Medical devices are increasingly incorporating software and other computer elements, but software and computer patents are in the middle of a multi-year battle between different worldviews. This battle is destined to trap more and more medical device patents in a strange procedural limbo.
Ever since the Alice v. CLS Bank supreme court case in 2014 (and even a little before), the USPTO has been more reticent to grant software patents. USPTO officials likely felt burned by some high profile cases where they got bad press for issuing patents that were arguably too broad. The Alice case focused on the threshold question of whether some categories could be “eligible” for patenting in the first place, and it emphasized that wholly abstract ideas aren’t patentable.

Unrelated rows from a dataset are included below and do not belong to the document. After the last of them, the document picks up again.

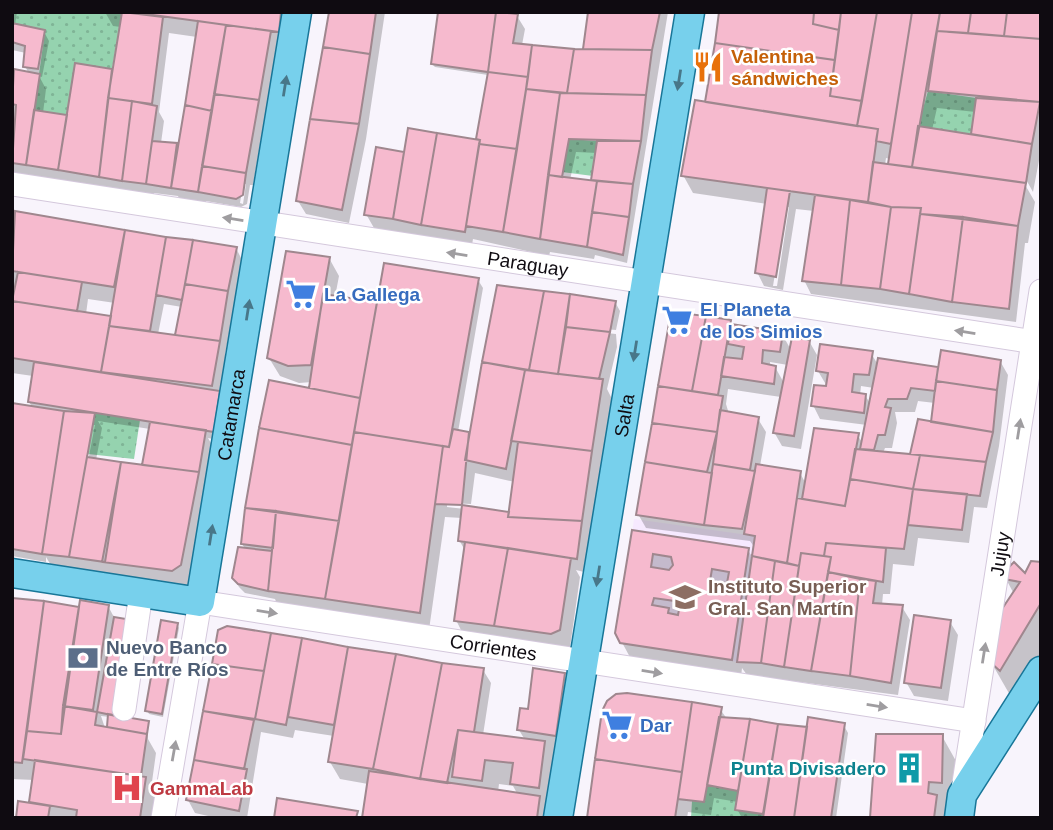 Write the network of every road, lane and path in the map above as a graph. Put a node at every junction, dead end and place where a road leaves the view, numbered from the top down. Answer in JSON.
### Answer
{"nodes":[{"id":1,"x":297,"y":12,"type":"edge"},
{"id":2,"x":690,"y":12,"type":"edge"},
{"id":3,"x":12,"y":184,"type":"edge"},
{"id":4,"x":262,"y":224,"type":"junction"},
{"id":5,"x":646,"y":284,"type":"junction"},
{"id":6,"x":1041,"y":291,"type":"edge"},
{"id":7,"x":1037,"y":343,"type":"edge"},
{"id":8,"x":12,"y":573,"type":"edge"},
{"id":9,"x":141,"y":593,"type":"junction"},
{"id":10,"x":200,"y":602,"type":"junction"},
{"id":11,"x":584,"y":662,"type":"junction"},
{"id":12,"x":1041,"y":671,"type":"edge"},
{"id":13,"x":124,"y":709,"type":"dead end"},
{"id":14,"x":974,"y":721,"type":"junction"},
{"id":15,"x":960,"y":807,"type":"edge"},
{"id":16,"x":163,"y":818,"type":"edge"},
{"id":17,"x":558,"y":818,"type":"edge"}],
"edges":[{"from":4,"to":1,"type":"main road","name":"Catamarca","one_way":true},
{"from":2,"to":5,"type":"main road","name":"Salta","one_way":true},
{"from":4,"to":3,"type":"street","name":"Paraguay","one_way":true},
{"from":5,"to":4,"type":"street","name":"Paraguay","one_way":true},
{"from":10,"to":4,"type":"main road","name":"Catamarca","one_way":true},
{"from":7,"to":5,"type":"street","name":"Paraguay","one_way":true},
{"from":5,"to":11,"type":"main road","name":"Salta","one_way":true},
{"from":6,"to":7,"type":"street","name":"Jujuy"},
{"from":14,"to":7,"type":"street","name":"Jujuy","one_way":true},
{"from":8,"to":9,"type":"main road","name":"Corrientes"},
{"from":9,"to":10,"type":"main road","name":"Corrientes"},
{"from":9,"to":13,"type":"street"},
{"from":10,"to":11,"type":"street","name":"Corrientes","one_way":true},
{"from":16,"to":10,"type":"street","name":"Catamarca","one_way":true},
{"from":11,"to":14,"type":"street","name":"Corrientes","one_way":true},
{"from":11,"to":17,"type":"main road","name":"Salta"},
{"from":12,"to":15,"type":"main road"},
{"from":14,"to":15,"type":"street","name":"Jujuy"}]} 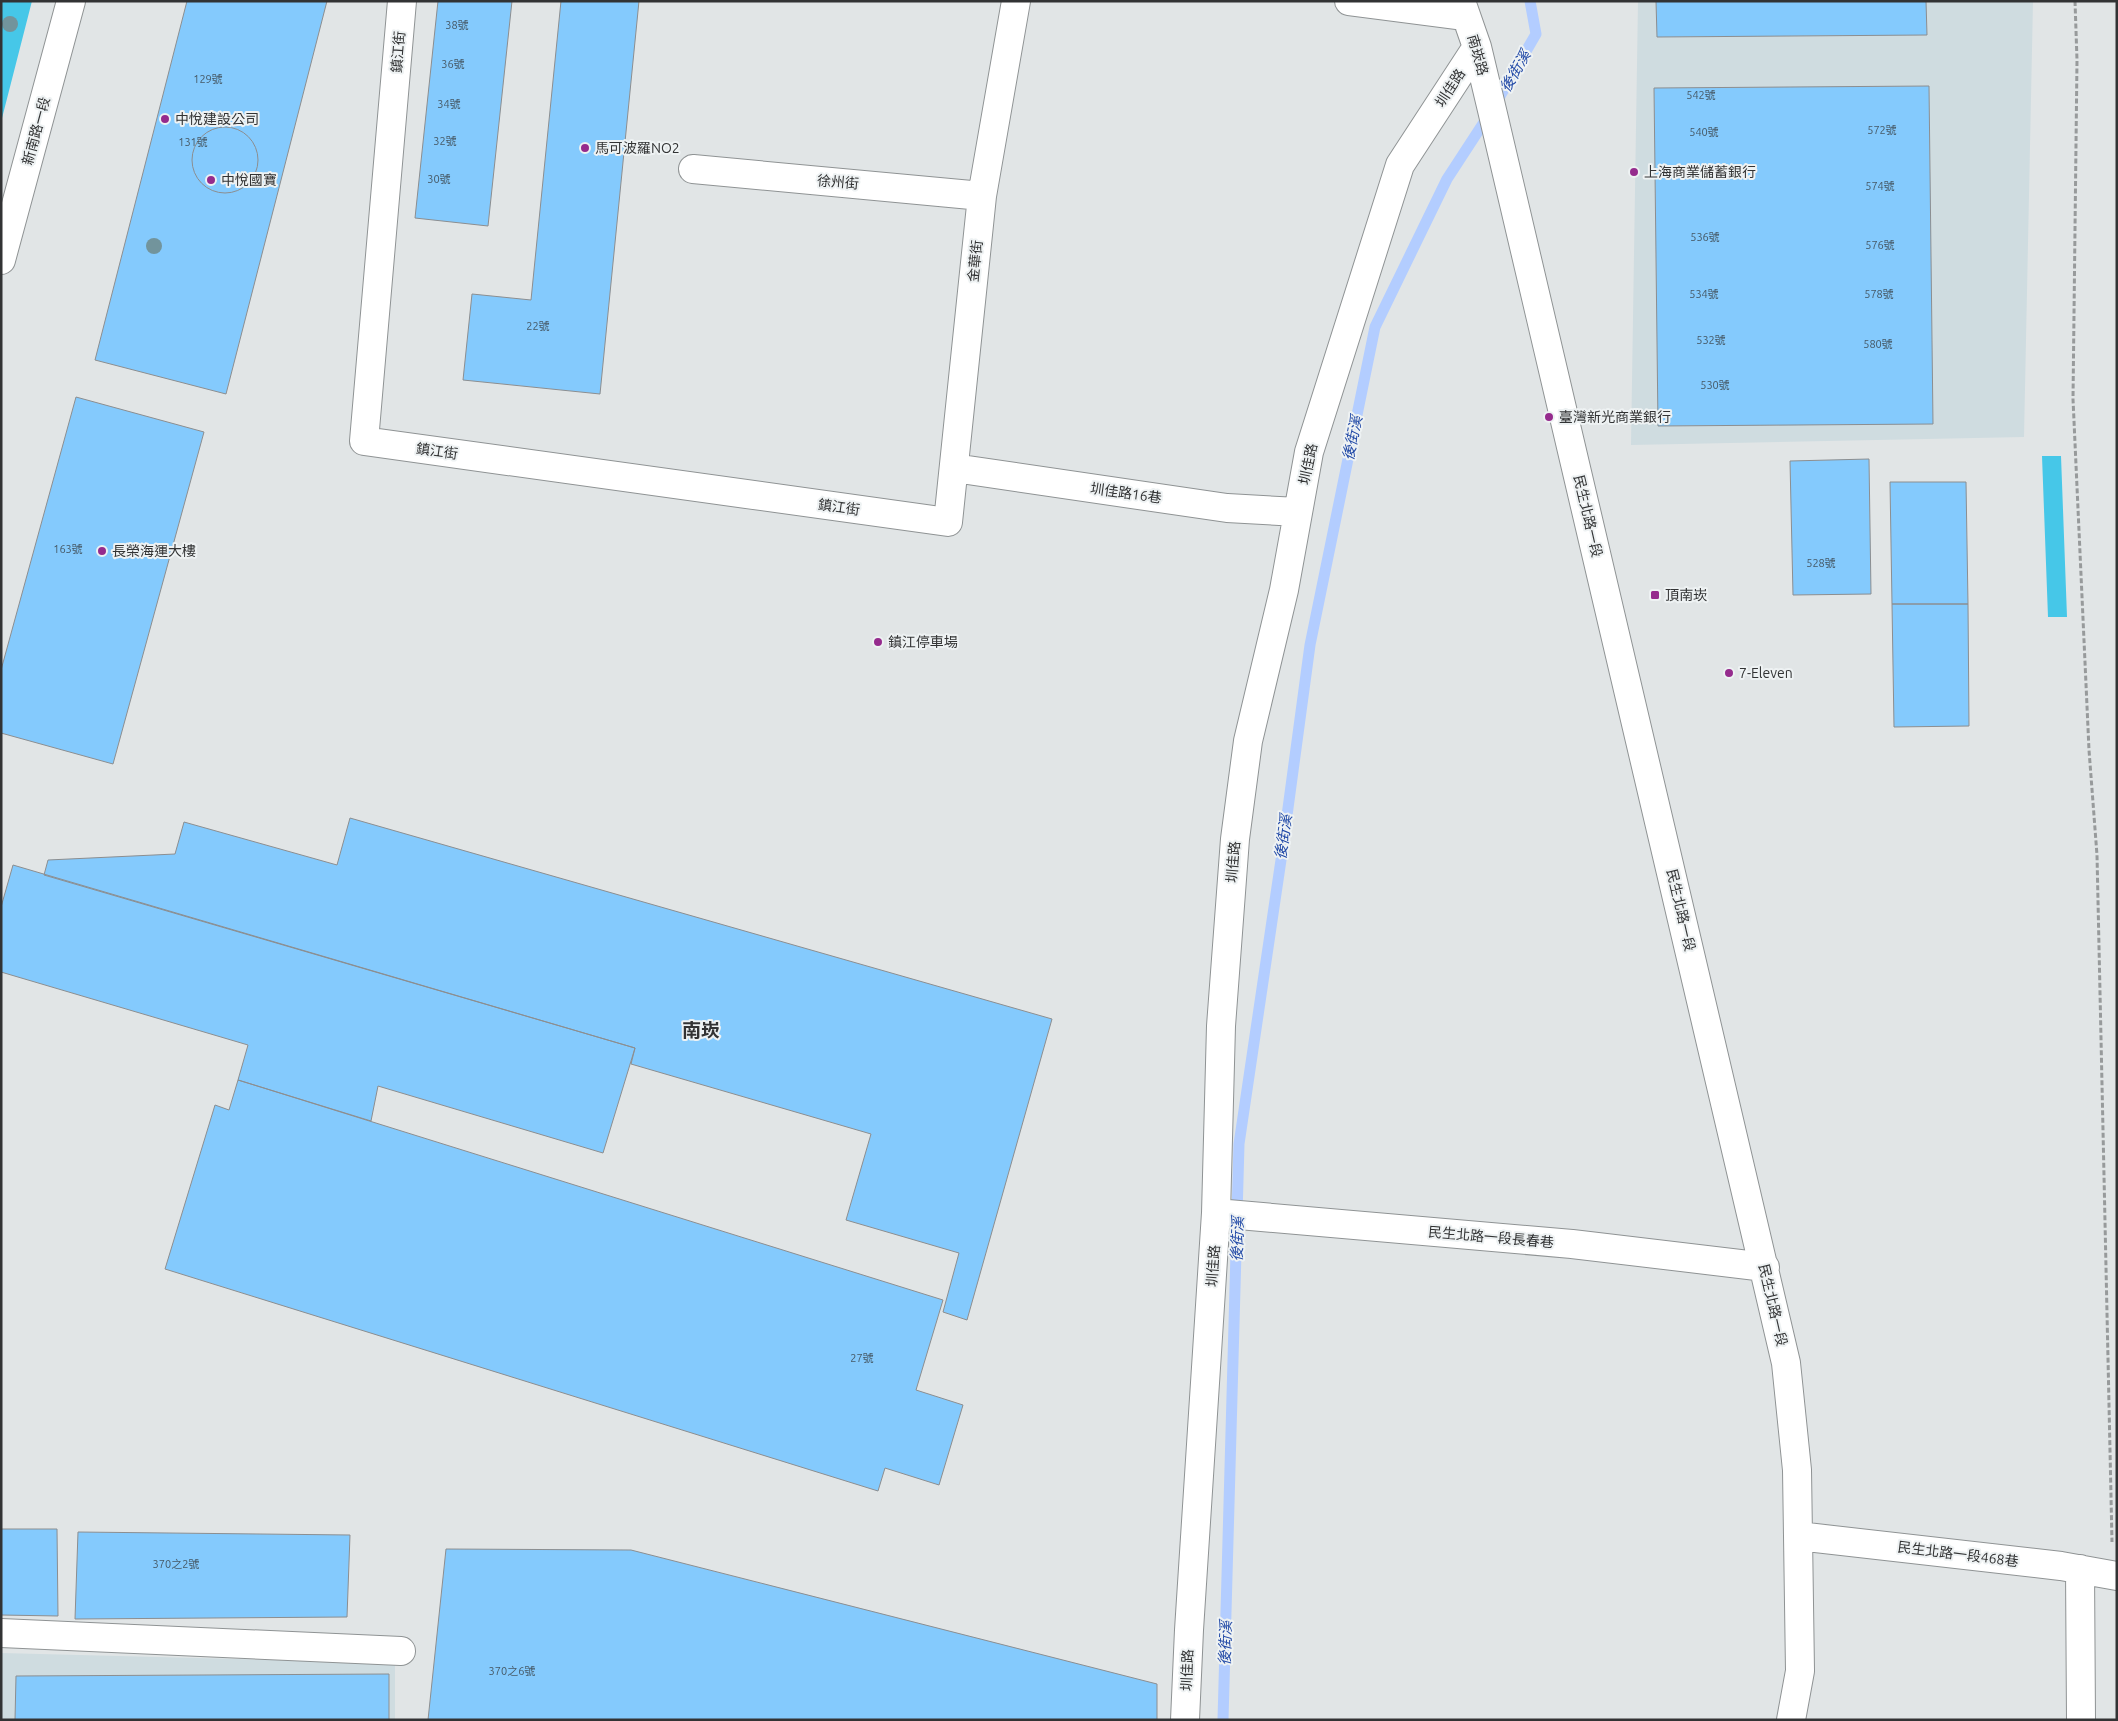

The Alice case didn’t resolve whether software as a broad category could be deemed ineligible for patents as a threshold matter, but it left enough wiggle room for many examiners (and judges) to treat it that way. This effect was intensified by the attitude of the Director of the USPTO under President Obama, who was formerly a lawyer for Google and did not appear to favor patent eligibility for new software patents. This was consistent with the general worldview of large companies, which do not need patents to break into the market.
Now the pendulum is swinging back in the other direction for various reasons:
1. Software patent examiners are feeling more confident about where to draw the line between eligible and
not-eligible subject matter because many cases have been decided since Alice and they have more
experience under the changed law.
2. The new USPTO director appears to be generally more favorable to granting patents, including software
patents. Under his direction, the PTO has drafted guidance for its examiners that provides easy categories
designed to help examiners quickly get past the threshold patent eligibility question and move on to the more
substantive analysis of whether inventions are novel and non-obvious in view of the “prior art.” This guidance
will be issued in the next few weeks (after a long delay and revisions made by the DOJ, analysis by the
OMB, etc.)
There will be some residual bias among many software patent examiners and their supervisors at the PTO against eligibility for software patents, but the above factors will likely tend to overcome that bias over time.
So what about the examiners specifically tasked with examining medical device patent applications? They are a year or two behind the curve, and they are currently rejecting medical device applications that have any software or computer component at an unreasonable rate. They are where the pure software examiners were several years ago. Many of them seem to be treating the software elements of any claim as a poison pill, even though many other clearly non-abstract elements are present and should easily make the claim patent eligible.
So a very interesting question over the next several months will be how these medical device examiners will react to the new guidance from the PTO Director. Will they catch up to their software examiner counterparts, or will they continue to lag and disproportionately reject smart devices, even though these devices are arguably the most novel and nonobvious medical devices being developed (in large part due to their software or computer aspects)?
Patent filers should seek to maintain patent strength and not seek overly broad patent scope, even if the PTO guidance seems to swing hard toward eligibility. The Courts will not necessarily agree with the PTO guidance, so the eligibility lessons learned in the software groups over the last several years should continue to be applied, no matter what happens in the near term on the PTO allowance rates for software and medical device patents.